Type III is the earliest stage of male hair loss. It is characterized by a deepening temporal recession.
The diagnosis of “female pattern” hair loss is relatively straightforward when there is a history of gradually thinning in the front and/or top of the scalp, relative preservation of the frontal hairline, a positive family history of hair loss, and the presence of miniaturization in the thinning areas.
Miniaturization is the progressive decrease of the hair shaft’s diameter and length in response to hormones. It can be observed using a densitometer, a hand-held instrument that magnifies a small area of the scalp where the hair has been clipped to about 1mm in length. With this instrument miniaturization is easily apparent.
Normally follicular units (natural hair groups) are made of predominately of full-thickness, healthy terminal hair. With miniaturization one or more hairs within each group begin to thin. Eventually these hairs are lost.
If the hair loss is diffuse (thin all over) rather than in the typical female pattern on the front and top, the diagnosis can be more difficult.

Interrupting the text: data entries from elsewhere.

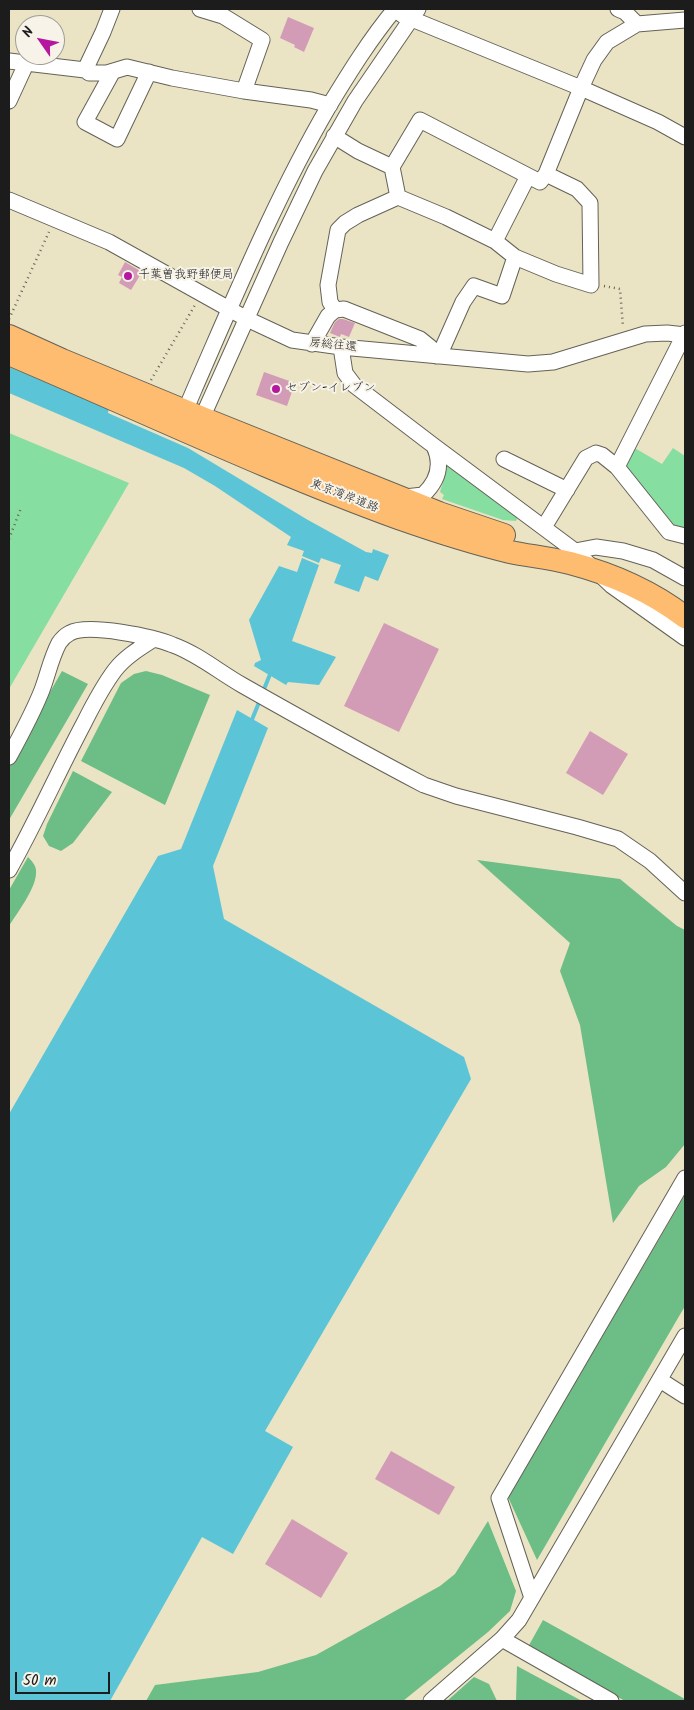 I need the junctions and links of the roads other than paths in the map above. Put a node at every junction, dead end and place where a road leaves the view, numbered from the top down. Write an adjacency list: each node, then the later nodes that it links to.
1 (112, 9): 10 (street)
2 (200, 9): 14 (street)
3 (618, 9): 7 (street)
4 (391, 10): 5 (street); 16 (street)
5 (414, 14): 13 (street); 17 (street)
6 (685, 20): 7 (street)
7 (637, 24): 13 (street)
8 (26, 65): 15 (street)
9 (36, 65): 10 (street)
10 (85, 70): 12 (street)
11 (148, 72): 12 (street); 12 (street); 14 (street)
12 (112, 73)
13 (581, 88): 18 (street); 20 (street)
14 (244, 91): 16 (street)
15 (9, 101)
16 (330, 105): 26 (street)
17 (334, 136): 19 (street); 28 (street)
18 (685, 137)
19 (392, 167): 21 (street); 22 (street)
20 (546, 174): 21 (street); 25 (street)
21 (528, 176): 24 (street)
22 (398, 197): 24 (street); 27 (street)
23 (9, 200): 26 (street, 房総往還)
24 (495, 241): 25 (street)
25 (515, 257): 34 (street)
26 (230, 309): 28 (street, 房総往還); 35 (street)
27 (335, 310): 31 (street); 34 (street)
28 (247, 319): 31 (street, 房総往還); 35 (street)
29 (685, 334): 34 (street, 房総往還); 38 (street)
30 (9, 336): 35 (highway, 東京湾岸道路)
31 (312, 344): 32 (street, 房総往還)
32 (341, 347): 34 (street, 房総往還); 36 (street)
33 (9, 354): 35 (highway, 東京湾岸道路)
34 (437, 356)
35 (191, 420): 40 (highway, 東京湾岸道路); 44 (highway, 東京湾岸道路)
36 (434, 446): 40 (street); 41 (street)
37 (504, 459): 39 (street)
38 (618, 467): 39 (street); 42 (street)
39 (567, 490): 41 (street)
40 (399, 496): 43 (highway, 東京湾岸道路)
41 (544, 527): 43 (street)
42 (685, 536)
43 (575, 550): 44 (street); 45 (street); 46 (highway, 東京湾岸道路)
44 (595, 570): 46 (highway, 東京湾岸道路)
45 (685, 578)
46 (650, 594): 47 (highway, 東京湾岸道路); 48 (highway, 東京湾岸道路); 49 (street)
47 (685, 599)
48 (685, 617)
49 (685, 638)
50 (154, 639): 51 (street); 52 (street); 53 (street)
51 (9, 757)
52 (9, 870)
53 (685, 893)
54 (685, 1178): 58 (street)
55 (685, 1336): 56 (street)
56 (660, 1380): 57 (street); 58 (street)
57 (685, 1396)
58 (532, 1598): 59 (street)
59 (502, 1639): 60 (street); 61 (street)
60 (431, 1701)
61 (611, 1701) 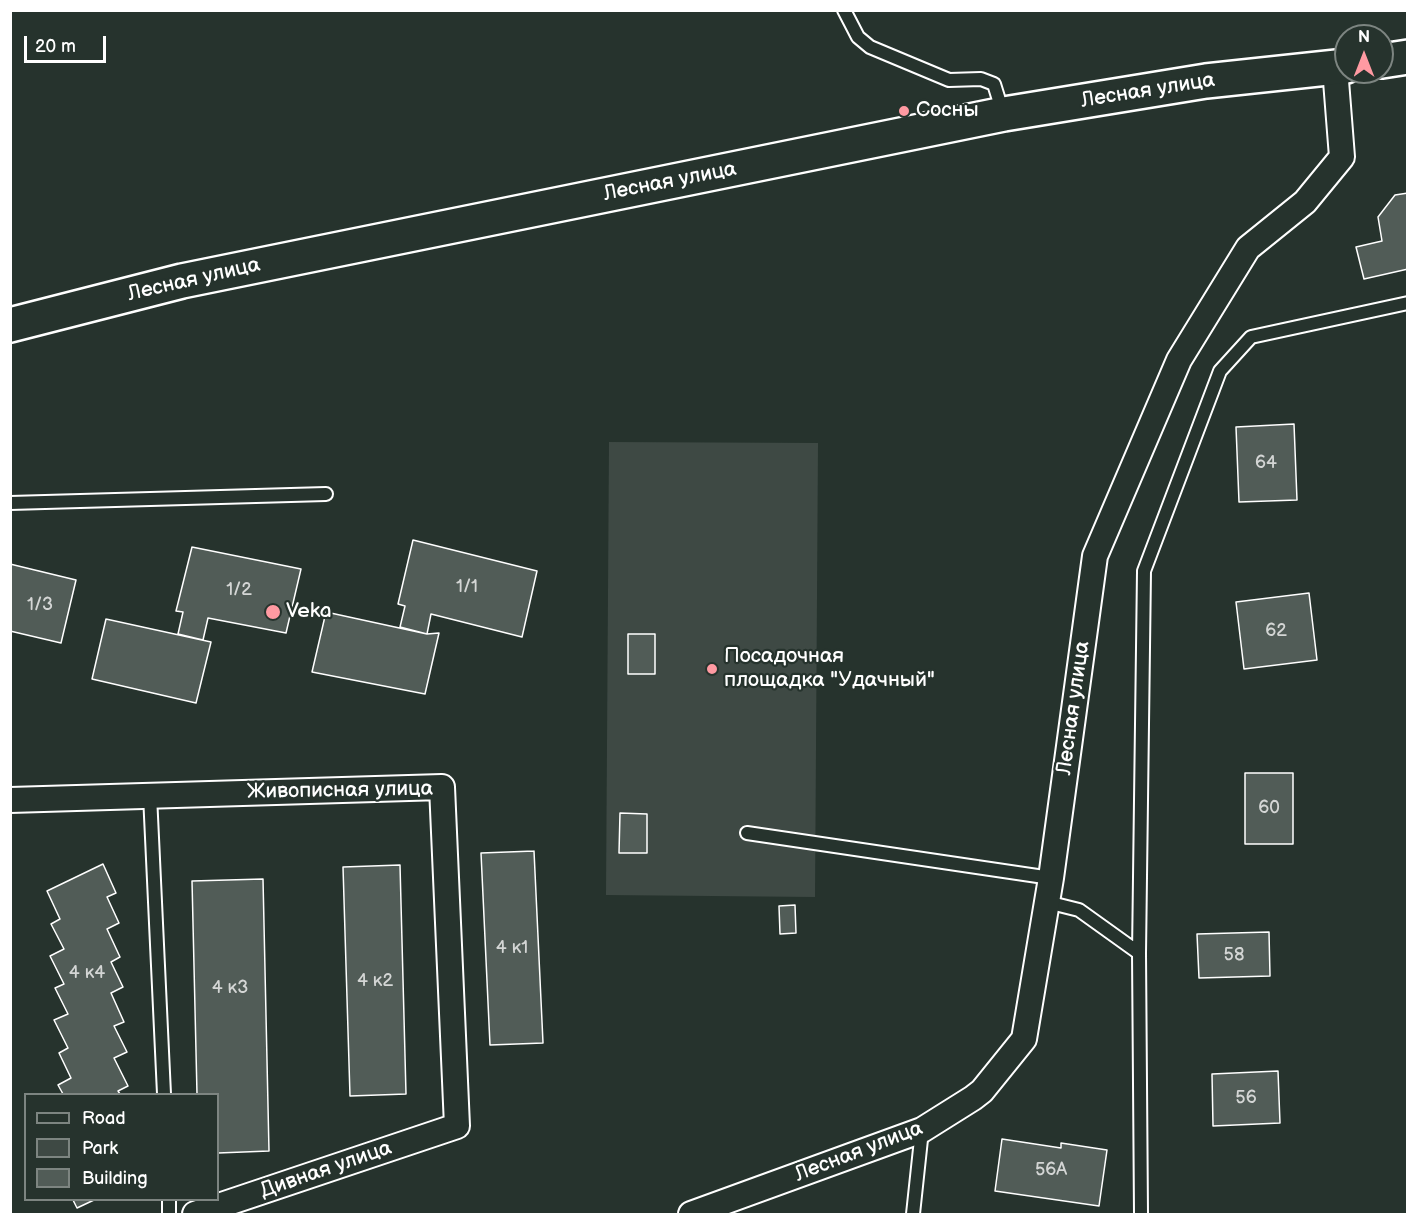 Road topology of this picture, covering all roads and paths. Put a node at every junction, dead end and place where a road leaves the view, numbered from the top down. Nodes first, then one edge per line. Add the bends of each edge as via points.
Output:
1 (844, 10) edge
2 (1334, 68) edge
3 (1341, 84) edge
4 (1004, 114) junction
5 (1407, 303) edge
6 (10, 325) edge
7 (326, 494) dead end
8 (10, 503) edge
9 (150, 795) junction
10 (10, 800) edge
11 (747, 833) dead end
12 (1051, 878) junction
13 (1047, 902) junction
14 (1139, 953) junction
15 (164, 1093) edge
16 (457, 1126) joint
17 (922, 1130) junction
18 (195, 1215) edge
19 (691, 1215) edge
20 (913, 1215) edge
21 (1141, 1215) edge

1 - 4 lane via 858,37 870,46 949,80 981,79 994,84
2 - 4 main road, Лесная улица via 1206,81
3 - 12 street, Лесная улица via 1342,157 1305,202 1248,248 1179,360 1095,556
4 - 6 main road, Лесная улица via 182,281
5 - 14 lane via 1251,337 1220,371 1144,571
7 - 8 lane
9 - 10 street, Живописная улица
9 - 15 lane
9 - 16 street, Живописная улица via 442,787
11 - 12 lane
12 - 13 street, Лесная улица
13 - 14 lane via 1079,910
13 - 17 street, Лесная улица via 1024,1039 982,1090
14 - 21 lane
16 - 18 street, Дивная улица
17 - 19 street, Лесная улица
17 - 20 lane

The presence of miniaturization in the areas of thinning usually confirms the diagnosis of androgenetic alopecia, however, if the diagnosis is still unclear, a number of other conditions must be ruled out.

Besides densitometry, two other common diagnostic tests that can be performed in the physician’s office are the hair-pull and hair pluck. In the hair pull, the physician grabs on to 20-30 hairs with his fingers and gently pulls on them. If five or more come out in the pull then this is suggestive of the increased shedding associated with telogen effluvium, a reversible type of female hair loss seen with stress, pregnancy, drug reactions and a variety of other conditions. Telogen effluvium generally occurs 2-3 months after a stressful event and affects 35-50% of one’s hair. Over 300 club hairs (telogen hairs that have rounded ends) can be shed per day shed. In the hair pluck, 20 to 30 hairs are forcibly plucked from the scalp with a small clamp. The hair bulbs are then examined under a microscope to determine the ratio of anagen (growing) hairs to telogen (resting) hairs. Normally, at least 80% of the follicles should be in the anagen stage. A lower ratio would suggest telogen effluvium. With the hair pluck, various abnormalities of the hair shaft may be observed that can contribute to hair breakage and poor growth.